● Instructions for the task:
Although the data below contains pictures, please reproduce only its words, exactly.

[[ Supplied data, beginning ]]

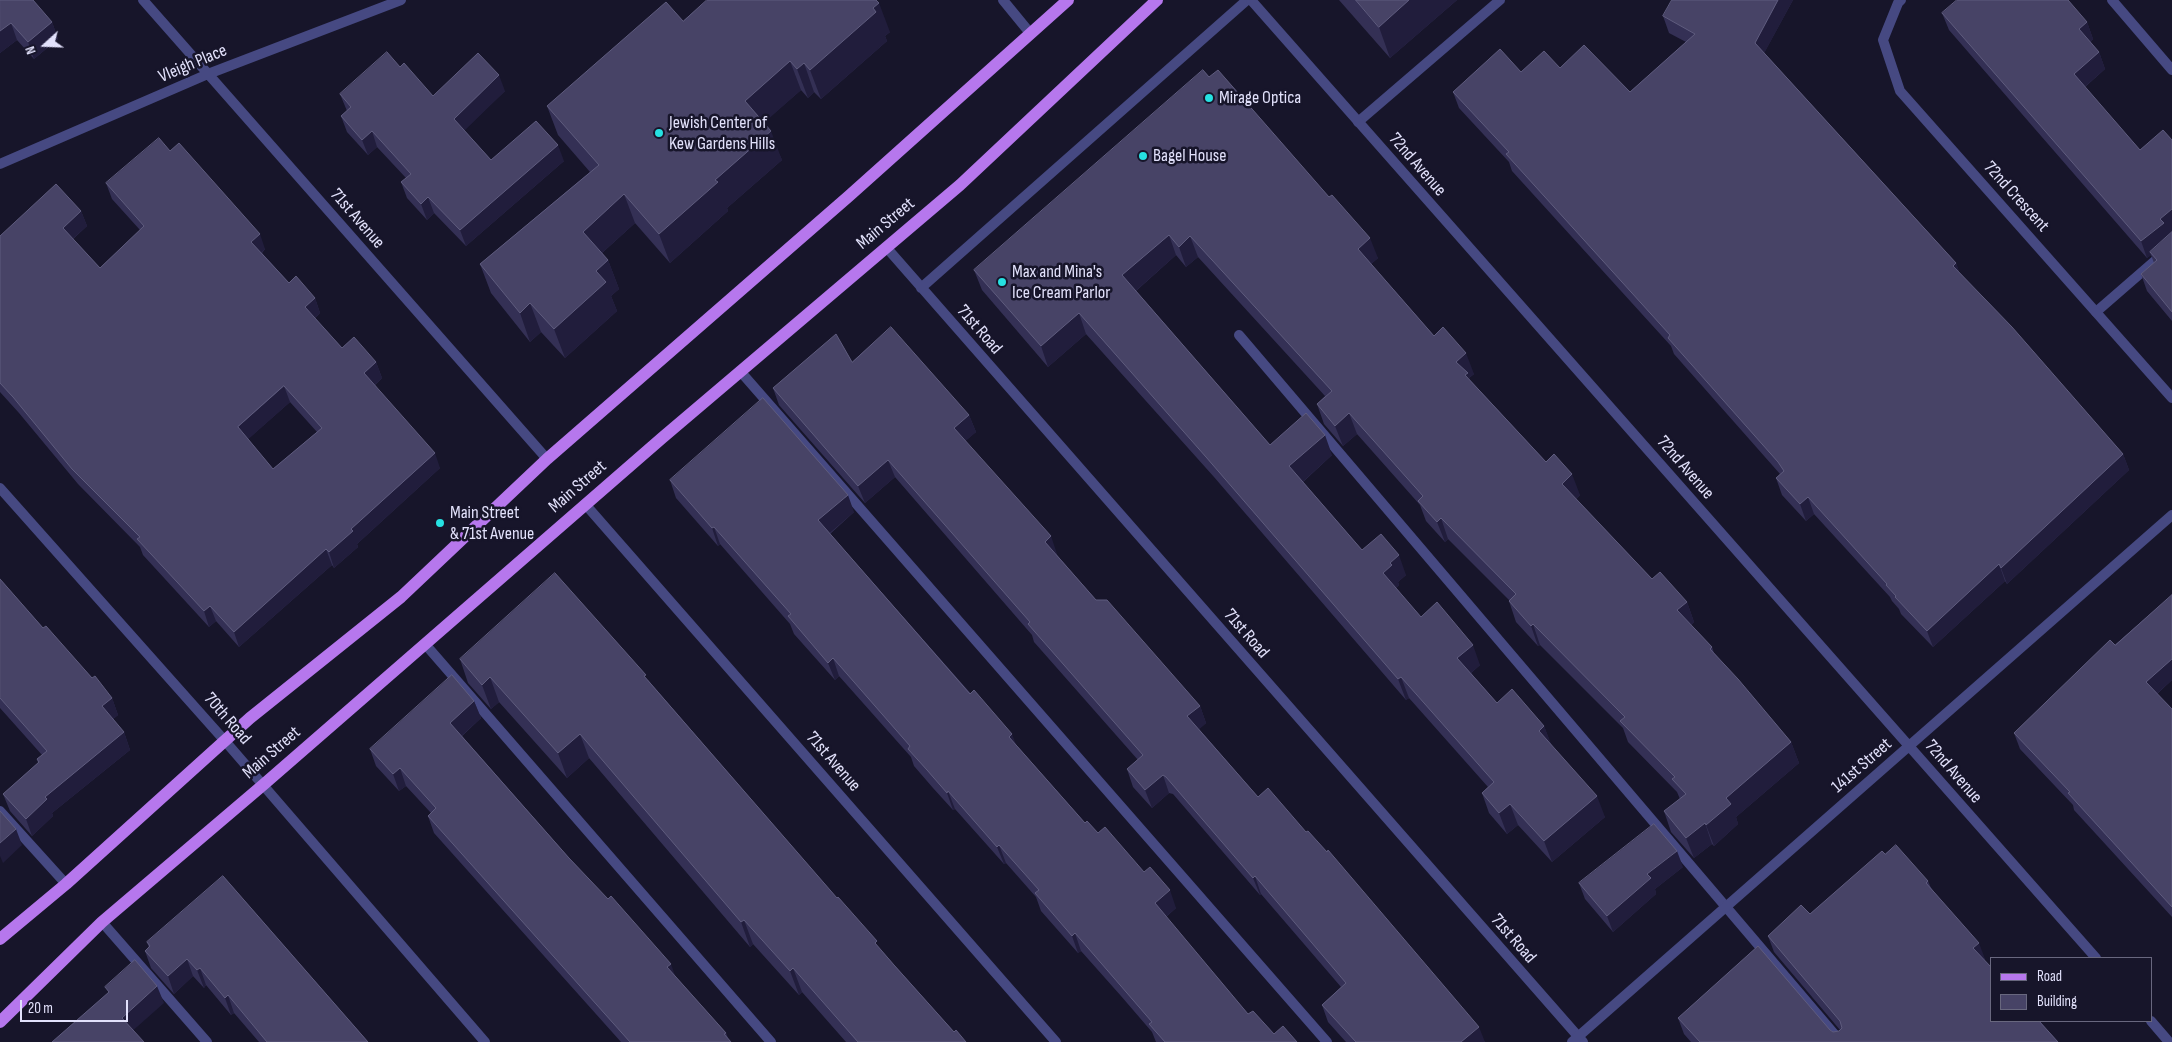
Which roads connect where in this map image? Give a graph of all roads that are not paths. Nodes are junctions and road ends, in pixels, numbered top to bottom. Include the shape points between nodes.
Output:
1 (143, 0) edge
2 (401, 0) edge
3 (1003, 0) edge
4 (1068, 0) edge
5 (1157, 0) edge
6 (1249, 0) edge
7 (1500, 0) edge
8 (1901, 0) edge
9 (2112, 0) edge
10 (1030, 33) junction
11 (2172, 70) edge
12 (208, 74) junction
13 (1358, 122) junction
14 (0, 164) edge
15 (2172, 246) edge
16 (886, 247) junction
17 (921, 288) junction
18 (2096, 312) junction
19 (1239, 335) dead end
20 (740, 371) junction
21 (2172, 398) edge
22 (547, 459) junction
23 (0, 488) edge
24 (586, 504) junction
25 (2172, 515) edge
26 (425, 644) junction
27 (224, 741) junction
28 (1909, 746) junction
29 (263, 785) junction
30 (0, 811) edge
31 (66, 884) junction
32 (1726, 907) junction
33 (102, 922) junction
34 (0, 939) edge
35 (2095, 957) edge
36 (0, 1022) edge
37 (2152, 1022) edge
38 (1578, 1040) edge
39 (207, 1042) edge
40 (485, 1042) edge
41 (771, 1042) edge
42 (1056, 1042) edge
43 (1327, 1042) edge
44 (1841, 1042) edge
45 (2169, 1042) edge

[[ Supplied data, end ]]

● Task output:
Which roads connect where in this map image? Give a graph of all roads that are not paths. Nodes are junctions and road ends, in pixels, numbered top to bottom. Include the shape points between nodes.
Output:
1 (143, 0) edge
2 (401, 0) edge
3 (1003, 0) edge
4 (1068, 0) edge
5 (1157, 0) edge
6 (1249, 0) edge
7 (1500, 0) edge
8 (1901, 0) edge
9 (2112, 0) edge
10 (1030, 33) junction
11 (2172, 70) edge
12 (208, 74) junction
13 (1358, 122) junction
14 (0, 164) edge
15 (2172, 246) edge
16 (886, 247) junction
17 (921, 288) junction
18 (2096, 312) junction
19 (1239, 335) dead end
20 (740, 371) junction
21 (2172, 398) edge
22 (547, 459) junction
23 (0, 488) edge
24 (586, 504) junction
25 (2172, 515) edge
26 (425, 644) junction
27 (224, 741) junction
28 (1909, 746) junction
29 (263, 785) junction
30 (0, 811) edge
31 (66, 884) junction
32 (1726, 907) junction
33 (102, 922) junction
34 (0, 939) edge
35 (2095, 957) edge
36 (0, 1022) edge
37 (2152, 1022) edge
38 (1578, 1040) edge
39 (207, 1042) edge
40 (485, 1042) edge
41 (771, 1042) edge
42 (1056, 1042) edge
43 (1327, 1042) edge
44 (1841, 1042) edge
45 (2169, 1042) edge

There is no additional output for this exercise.